Therefore, it would have been obvious before the effective filing date of the claimed invention to a person having ordinary skill in the art to which the claimed invention pertains to combine the teachings of LaFata, Virolainen, and Zhang to obtain the invention as specified in claim 10.

Claim 12 is rejected under 35 U.S.C. 103 as being unpatentable over LaFata in view of Virolainen as applied to claim 1 above, and further in view of Ahgren et al. (U.S. Patent Application Publication No. 2016/0050491 A1) (hereinafter Ahgren).

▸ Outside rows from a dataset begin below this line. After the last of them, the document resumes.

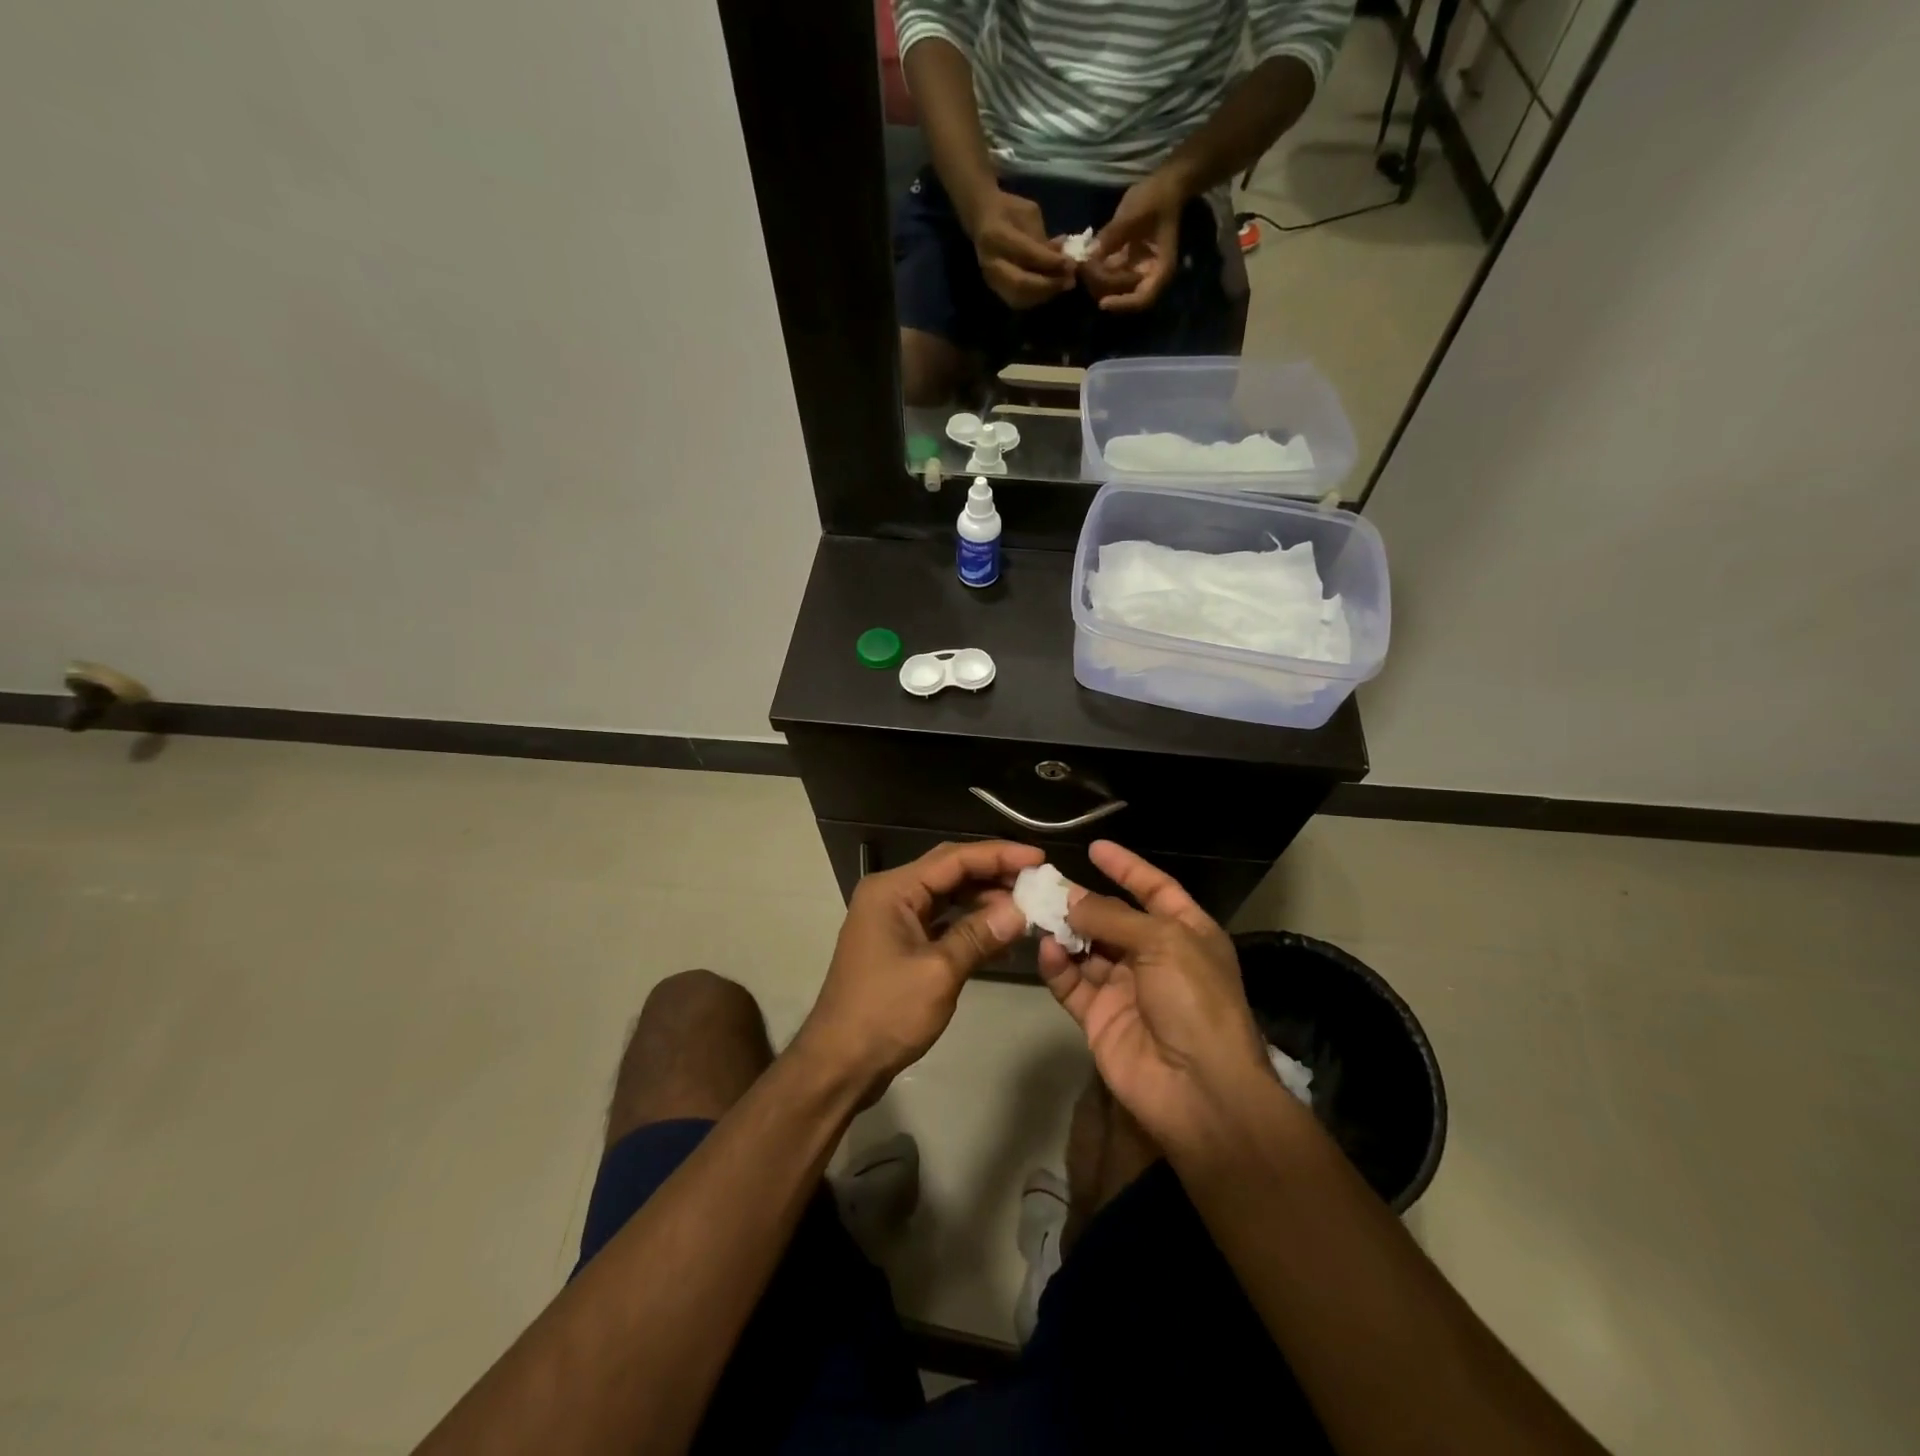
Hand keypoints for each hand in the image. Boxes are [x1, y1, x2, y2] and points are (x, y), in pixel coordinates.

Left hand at [796, 839, 1043, 1101]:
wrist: (839, 1063)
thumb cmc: (885, 1013)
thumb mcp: (938, 972)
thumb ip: (979, 935)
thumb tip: (1021, 911)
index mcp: (893, 890)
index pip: (954, 858)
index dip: (999, 855)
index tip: (1038, 858)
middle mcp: (892, 896)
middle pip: (951, 872)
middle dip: (995, 875)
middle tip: (1039, 882)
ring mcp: (895, 921)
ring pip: (949, 898)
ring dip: (985, 901)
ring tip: (1028, 908)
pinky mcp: (901, 945)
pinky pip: (943, 923)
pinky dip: (971, 927)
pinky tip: (1003, 938)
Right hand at [964, 189, 1075, 308]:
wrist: (983, 218)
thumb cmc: (1009, 210)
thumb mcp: (1029, 215)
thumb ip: (1043, 239)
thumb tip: (1064, 258)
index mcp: (996, 236)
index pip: (1027, 254)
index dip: (1051, 262)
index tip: (1072, 263)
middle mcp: (991, 262)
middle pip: (1021, 284)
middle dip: (1048, 285)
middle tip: (1069, 282)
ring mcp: (991, 279)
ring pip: (1020, 297)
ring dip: (1044, 295)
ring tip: (1062, 286)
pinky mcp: (995, 289)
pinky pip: (1018, 301)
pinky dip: (1036, 298)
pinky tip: (1050, 289)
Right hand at [1036, 841, 1274, 1150]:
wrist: (1199, 1090)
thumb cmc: (1194, 1000)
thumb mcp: (1163, 942)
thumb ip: (1113, 916)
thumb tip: (1071, 899)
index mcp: (1186, 933)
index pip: (1154, 888)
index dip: (1127, 867)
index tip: (1095, 848)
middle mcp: (1155, 956)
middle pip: (1113, 918)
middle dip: (1083, 899)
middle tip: (1045, 882)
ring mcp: (1125, 988)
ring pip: (1087, 948)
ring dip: (1064, 930)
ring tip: (1036, 910)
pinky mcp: (1099, 1017)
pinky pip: (1072, 983)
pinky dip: (1057, 965)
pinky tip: (1046, 949)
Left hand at [1086, 170, 1187, 311]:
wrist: (1165, 185)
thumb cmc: (1157, 198)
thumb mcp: (1135, 213)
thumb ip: (1113, 234)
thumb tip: (1090, 254)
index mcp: (1159, 269)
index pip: (1142, 299)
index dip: (1122, 304)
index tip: (1103, 303)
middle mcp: (1147, 276)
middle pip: (1122, 295)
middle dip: (1102, 285)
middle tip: (1083, 268)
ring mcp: (1134, 271)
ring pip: (1111, 287)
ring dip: (1095, 278)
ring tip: (1081, 261)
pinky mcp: (1124, 263)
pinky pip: (1107, 273)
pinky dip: (1095, 268)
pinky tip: (1083, 258)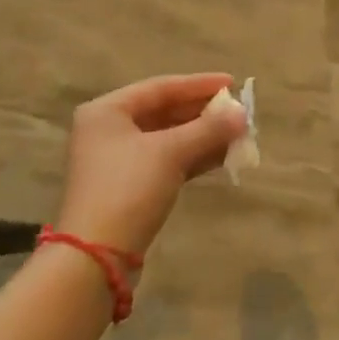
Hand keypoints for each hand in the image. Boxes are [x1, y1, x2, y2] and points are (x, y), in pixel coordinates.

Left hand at [57, 73, 246, 255]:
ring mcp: (118, 160)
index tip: (233, 83)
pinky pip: (167, 160)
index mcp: (107, 110)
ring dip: (202, 136)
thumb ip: (208, 129)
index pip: (160, 87)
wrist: (96, 256)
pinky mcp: (129, 186)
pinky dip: (193, 157)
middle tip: (238, 113)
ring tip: (238, 134)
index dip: (199, 84)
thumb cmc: (128, 189)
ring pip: (168, 138)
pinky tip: (222, 157)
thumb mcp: (170, 153)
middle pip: (164, 111)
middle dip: (204, 113)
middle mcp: (108, 129)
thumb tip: (242, 113)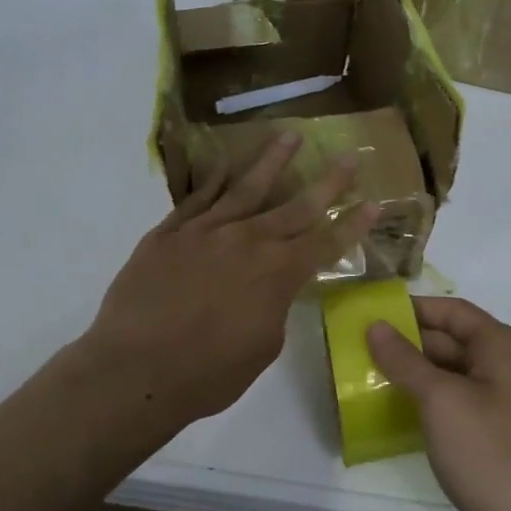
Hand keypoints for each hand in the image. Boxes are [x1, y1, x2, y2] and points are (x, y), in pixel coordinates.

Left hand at [87, 134, 377, 426]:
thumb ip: (275, 306)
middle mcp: (248, 240)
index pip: (326, 242)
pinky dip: (214, 180)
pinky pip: (198, 198)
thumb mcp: (263, 347)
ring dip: (273, 162)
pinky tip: (225, 165)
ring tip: (290, 137)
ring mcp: (206, 231)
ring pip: (246, 187)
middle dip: (328, 182)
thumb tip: (271, 287)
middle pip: (296, 206)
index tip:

Regarding claim 12, as applied to claim 1 above, LaFata, as modified by Virolainen, discloses the claimed invention except explicitly disclosing for at least one group of client devices, determining a relative spatial arrangement of the client devices in the respective group of client devices, wherein generating the second audio streams is further based on the determined relative spatial arrangement of client devices in the at least one group of client devices.
In analogous art, Ahgren discloses for at least one group of client devices, determining a relative spatial arrangement of the client devices in the respective group of client devices (Paragraph 0096 discloses a communication client application can detect that the user terminal on which it is executed is co-located with another user terminal participating in the conference call based on the communication client application determining the location of the user terminal on which it is executed and receiving location information from another terminal participating in the conference call.  Each communication client application may determine the location of the user terminal on which it is executed and report their location by transmitting location information (i.e. latitude and longitude information) to the other communication client applications executed on the other user terminals participating in the conference call.  Thus a communication client application has location information of the user terminal on which it is executed as well as location information of the other user terminals participating in the conference call, and can detect whether the user terminal on which it is executed is co-located with another user terminal participating in the conference call based on whether the other user terminal is within a predetermined range of the user terminal),
wherein generating the second audio streams is further based on the determined relative spatial arrangement of client devices in the at least one group of client devices (Paragraphs 0115 and 0116 disclose the method may further comprise encoding the output audio signal at an encoder of said network entity to produce an encoded output audio signal and transmitting the encoded output audio signal over the communications network to said user device.  In exemplary embodiments the method is performed based on detecting that the user device and the at least one further user device are located in a common acoustic space).
It would have been obvious before the effective filing date of the claimed invention to a person having ordinary skill in the art to which the claimed invention pertains to incorporate determining whether 
Therefore, it would have been obvious before the effective filing date of the claimed invention to a person having ordinary skill in the art to which the claimed invention pertains to combine the teachings of LaFata, Virolainen, and Ahgren to obtain the invention as specified in claim 12.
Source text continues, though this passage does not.